Optimized Synthesis and Characterization of Janus RhSeCl with Uniform Anionic Valences, Nonlinear Optical and Optoelectronic Properties

Abstract The symmetry‐breaking nature of Janus materials enables the design of multifunctional compounds with distinct properties that are inaccessible to traditional materials. However, the limited availability of intrinsically stable Janus materials hinders a complete understanding of their full potential. Here, the first millimeter‐sized Janus material, RhSeCl, is successfully synthesized through the precisely controlled chemical vapor transport (CVT) method. Single‐crystal X‐ray diffraction and high‐resolution transmission electron microscopy analyses reveal the Janus character of RhSeCl, emphasizing its strong correlation with steric hindrance. X‐ray absorption near‐edge structure (XANES) analyses demonstrate the highly unusual oxidation states of Rh and Se, underlining their critical role in determining the formation of the inherent Janus structure. Interestingly, a clear second‐harmonic generation (SHG) is observed in RhSeCl, weakening with the temperature. DFT calculations attribut the strong SHG response to the band nesting effect, with an intensity modulated by the temperature‐dependent interlayer coupling.

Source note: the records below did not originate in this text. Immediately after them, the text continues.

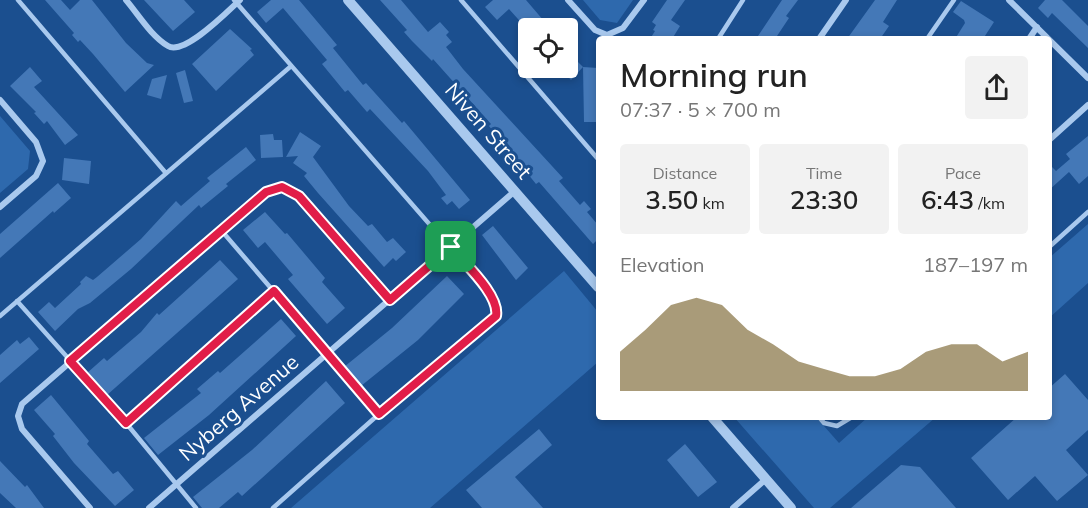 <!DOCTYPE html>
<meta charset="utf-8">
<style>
:root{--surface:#fff;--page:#f2f2f2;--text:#222;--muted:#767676;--accent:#857141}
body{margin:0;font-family:Mulish,sans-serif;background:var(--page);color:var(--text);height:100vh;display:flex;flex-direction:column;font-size:22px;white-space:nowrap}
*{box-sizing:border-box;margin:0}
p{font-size:20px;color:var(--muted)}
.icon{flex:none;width:33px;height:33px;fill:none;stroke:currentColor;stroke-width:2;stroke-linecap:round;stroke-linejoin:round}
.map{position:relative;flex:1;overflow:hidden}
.sheet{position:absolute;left:596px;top:36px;width:456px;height:384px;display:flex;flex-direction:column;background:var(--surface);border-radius:6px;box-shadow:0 3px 9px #0003}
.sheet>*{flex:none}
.fabs{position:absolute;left:518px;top:18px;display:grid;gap:12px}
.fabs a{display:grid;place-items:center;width:60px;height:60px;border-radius:6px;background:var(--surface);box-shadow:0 3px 9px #0003;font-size:30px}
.pin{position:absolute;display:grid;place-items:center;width:51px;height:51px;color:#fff;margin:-26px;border-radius:12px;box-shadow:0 3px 9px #0006}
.round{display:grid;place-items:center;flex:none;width:63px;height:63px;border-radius:6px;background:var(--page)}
.head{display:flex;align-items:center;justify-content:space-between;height:102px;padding:0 24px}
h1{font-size:33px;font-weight:600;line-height:45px}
.figures{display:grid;grid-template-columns:repeat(3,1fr);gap:9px;height:102px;padding:6px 24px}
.figures div{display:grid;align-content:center;border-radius:6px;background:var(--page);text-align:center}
.figures b{font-size:26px;font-weight:600}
.figures small{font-size:16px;font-weight:400}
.figures p{font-size:16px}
.chart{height:168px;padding:12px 24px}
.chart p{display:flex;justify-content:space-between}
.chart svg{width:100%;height:108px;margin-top:6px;fill:var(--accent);opacity:.7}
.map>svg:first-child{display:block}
</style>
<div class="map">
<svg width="1088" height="508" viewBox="0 0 1088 508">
<rect width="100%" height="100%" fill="#1b4f8f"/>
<path fill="#2e69ad" d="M 583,0 L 633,0 L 617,23 L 600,20 Z
M 0,116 L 30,151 L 28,169 L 0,193 Z
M 1088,224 L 1088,283 L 1049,318 L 1049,258 Z
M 564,271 L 598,312 L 598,362 L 430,508 L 291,508 Z
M 734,417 L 816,417 L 839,443 L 868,417 L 936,417 L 830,508 L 814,508 Z"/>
<path fill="#4478b7" d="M 45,0 L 61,0 L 70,10 L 80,0 L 92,0 L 126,43 L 147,63 L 154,65 L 125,92 L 93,54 L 80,40 L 78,42 L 72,35 L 74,33 Z
M 144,0 L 184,0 L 195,12 L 173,31 Z
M 271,0 L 299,0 L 337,45 L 333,48 L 363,85 L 366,83 L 402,123 L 404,121 L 470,200 L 459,209 L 452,201 L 447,205 L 441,198 L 446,195 L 428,171 L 370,109 L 367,112 L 348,90 L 345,92 L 322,64 L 327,60 L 283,8 L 266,23 L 257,12 Z
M 380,0 L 401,0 L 428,32 L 440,22 L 449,32 L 446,35 L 452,42 L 446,47 L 463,69 L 563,178 L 559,181 L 580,205 L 584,201 L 591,209 L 587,212 L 598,225 L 598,239 L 593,244 L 539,182 L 536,184 L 489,126 L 491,124 L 433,59 L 432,61 L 412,41 L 404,32 L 407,30 Z
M 493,0 L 526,0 L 550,28 L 526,28 L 509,9 L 497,20 L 485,7 Z
M 667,0 L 685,0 L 671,20 L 680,26 L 672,39 L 650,39 L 655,31 L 653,30 L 656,25 L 652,22 Z
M 782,0 L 798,0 L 786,16 L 789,18 L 775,39 L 756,39 Z
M 875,0 L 897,0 L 883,22 L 889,26 L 880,39 L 847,39 Z
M 1045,0 L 1062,0 L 1088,26 L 1088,48 L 1052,13 L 1048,18 L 1038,8 Z
M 961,1 L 994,22 L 983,39 L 955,39 L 965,23 L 964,20 L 953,12 Z
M 230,29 L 252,49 L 250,50 L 254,55 L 216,91 L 192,64 Z
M 567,51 L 583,67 L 598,68 L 598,122 L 584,122 L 583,67 L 571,80 L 560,68 L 567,68 Z
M 30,67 L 42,81 L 34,87 L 78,135 L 65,145 L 47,121 L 44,124 L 34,113 L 36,112 L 10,86 Z
M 185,70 L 193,101 L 184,103 L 176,73 Z
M 167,75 L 161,99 L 147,95 L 152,79 Z
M 300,132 L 321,146 L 313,157 L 349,206 L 368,226 L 372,224 L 387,242 L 393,238 L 406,252 L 396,261 L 393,258 L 384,267 L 318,193 L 304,176 L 307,173 L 293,163 L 298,156 L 286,157 Z
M 273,134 L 274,140 L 282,140 L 283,157 L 261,158 L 260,135 Z
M 1088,136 L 1088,176 L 1079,184 L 1069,172 L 1048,191 L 1048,163 L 1056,171 L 1070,159 L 1066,154 Z
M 246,147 L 256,160 L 226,184 L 228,186 L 201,208 L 199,205 L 131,269 L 90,303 L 78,309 L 55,331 L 38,312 L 49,302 L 55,308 L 81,284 L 80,282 L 86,276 L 93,280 L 97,277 L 141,239 L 176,201 L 181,206 L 210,181 L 207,178 Z
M 64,158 L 91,161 L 89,184 L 62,180 Z
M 58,183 L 71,198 L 54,213 L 53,211 L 0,258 L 0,234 Z
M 265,212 L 285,234 L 287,233 L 325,278 L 322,282 L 345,308 L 327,324 L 288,279 L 293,275 L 265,242 L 258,248 L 243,230 Z
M 493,226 L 528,268 L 516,280 L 482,235 Z
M 220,260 L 238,279 L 107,395 L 87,373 L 104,358 L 107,361 L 141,332 L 157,313 L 159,315 Z
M 447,276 L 464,294 L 418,340 L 361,386 L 344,367 L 392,328 Z
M 281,319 L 296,336 L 209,415 L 158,455 L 144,438 L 201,393 L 197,389 L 218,371 L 220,373 Z
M 29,337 L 39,349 L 0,383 L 0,355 L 17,340 L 20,344 Z
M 1065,374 L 1088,400 L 1088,430 L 1066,450 L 1088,475 L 1057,501 L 1035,476 L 1008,500 L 971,458 L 1017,417 L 1048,417 L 1048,389 Z
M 326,381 L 345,403 L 242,496 L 238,492 L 219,508 L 202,508 L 193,497 L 252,450 Z
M 51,395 L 89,441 L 87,444 L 113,474 L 118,471 L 134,490 L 115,506 L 74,463 L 53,436 L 55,434 L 34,410 Z
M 539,429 L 552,445 L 515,477 L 543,508 L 482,508 L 466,490 Z
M 685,444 L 717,482 L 698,497 L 667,460 Z
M 0,461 L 25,487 L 27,485 L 44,508 L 16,508 L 0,493 Z
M 901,465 L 920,467 L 956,508 L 851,508 Z"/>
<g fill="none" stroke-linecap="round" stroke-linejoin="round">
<path stroke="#a9c9ee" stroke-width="4.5" d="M 18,0 L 165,172
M 234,0 L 492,296 L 498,309 L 496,316 L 379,414 L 273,508
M 461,0 L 598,159
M 718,39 L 743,0
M 927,39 L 954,0
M 221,230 L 379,414
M 1048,248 L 1088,212
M 17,301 L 126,423 L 196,508
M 0,316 L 290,67
M 819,417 L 824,423 L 837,426 L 852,417
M 126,423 L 274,291"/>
<path stroke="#a9c9ee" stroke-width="6" d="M 126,0 C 138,14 151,36 168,46 C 184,56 227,12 240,0
M 568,0 L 595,30 L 607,35 L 623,28 L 644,0
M 1009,0 L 1088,78
M 819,39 L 846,0
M 1029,39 L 1037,27
M 0,100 L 36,142 L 43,161 L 36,176 L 0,207
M 1048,141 L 1088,105
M 90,508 L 22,429 L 18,416 L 22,404 L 266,192 L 282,187 L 294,192 L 390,301
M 149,508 L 515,191
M 733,508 L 766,479"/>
<path stroke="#a9c9ee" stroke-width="10" d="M 348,0 L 598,287
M 712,417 L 791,508"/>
</g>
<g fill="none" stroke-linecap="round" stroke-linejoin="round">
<g stroke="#fff" stroke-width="12">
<path id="route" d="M 282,187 L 299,196 L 390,300 L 451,247 C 464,263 500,295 496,316 L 379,414 L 274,291 L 126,423 L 70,361 L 266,192 Z"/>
</g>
<use href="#route" stroke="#e11d48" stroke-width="8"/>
</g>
<g text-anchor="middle" stroke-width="6" stroke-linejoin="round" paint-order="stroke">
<g font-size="21" fill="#fff" stroke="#1b4f8f">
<text transform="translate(488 131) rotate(49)" y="7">Niven Street</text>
<text transform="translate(239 408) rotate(-41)" y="7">Nyberg Avenue</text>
</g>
</g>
</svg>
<div class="fabs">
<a><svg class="icon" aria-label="locate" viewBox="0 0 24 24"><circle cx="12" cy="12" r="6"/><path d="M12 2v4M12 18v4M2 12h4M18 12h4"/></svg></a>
</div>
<div class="pin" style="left:451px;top:247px;background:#1e9e55"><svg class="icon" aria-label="arrive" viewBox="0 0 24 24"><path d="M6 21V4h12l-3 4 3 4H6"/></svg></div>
<section class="sheet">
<div class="head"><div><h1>Morning run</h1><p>07:37 · 5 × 700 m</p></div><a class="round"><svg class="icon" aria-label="share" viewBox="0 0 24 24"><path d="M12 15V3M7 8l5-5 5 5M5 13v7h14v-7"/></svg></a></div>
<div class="figures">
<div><p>Distance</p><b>3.50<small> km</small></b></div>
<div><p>Time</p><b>23:30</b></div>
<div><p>Pace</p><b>6:43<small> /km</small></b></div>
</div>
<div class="chart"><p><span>Elevation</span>187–197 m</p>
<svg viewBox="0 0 160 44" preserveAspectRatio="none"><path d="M0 44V28L10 19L20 9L30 6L40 9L50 19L60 25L70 32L80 35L90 38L100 38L110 35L120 28L130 25L140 25L150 32L160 28V44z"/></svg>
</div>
</section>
</div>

Notably, its damage threshold surpassed that of Janus MoSSe. Furthermore, devices based on RhSeCl exhibit promising optoelectronic performance at the visible wavelength range of 405–650 nm, showing a great opportunity for solar applications. These findings deepen the understanding of inherent Janus structures, paving the way for the development of new Janus compounds with versatile functionalities in advanced materials.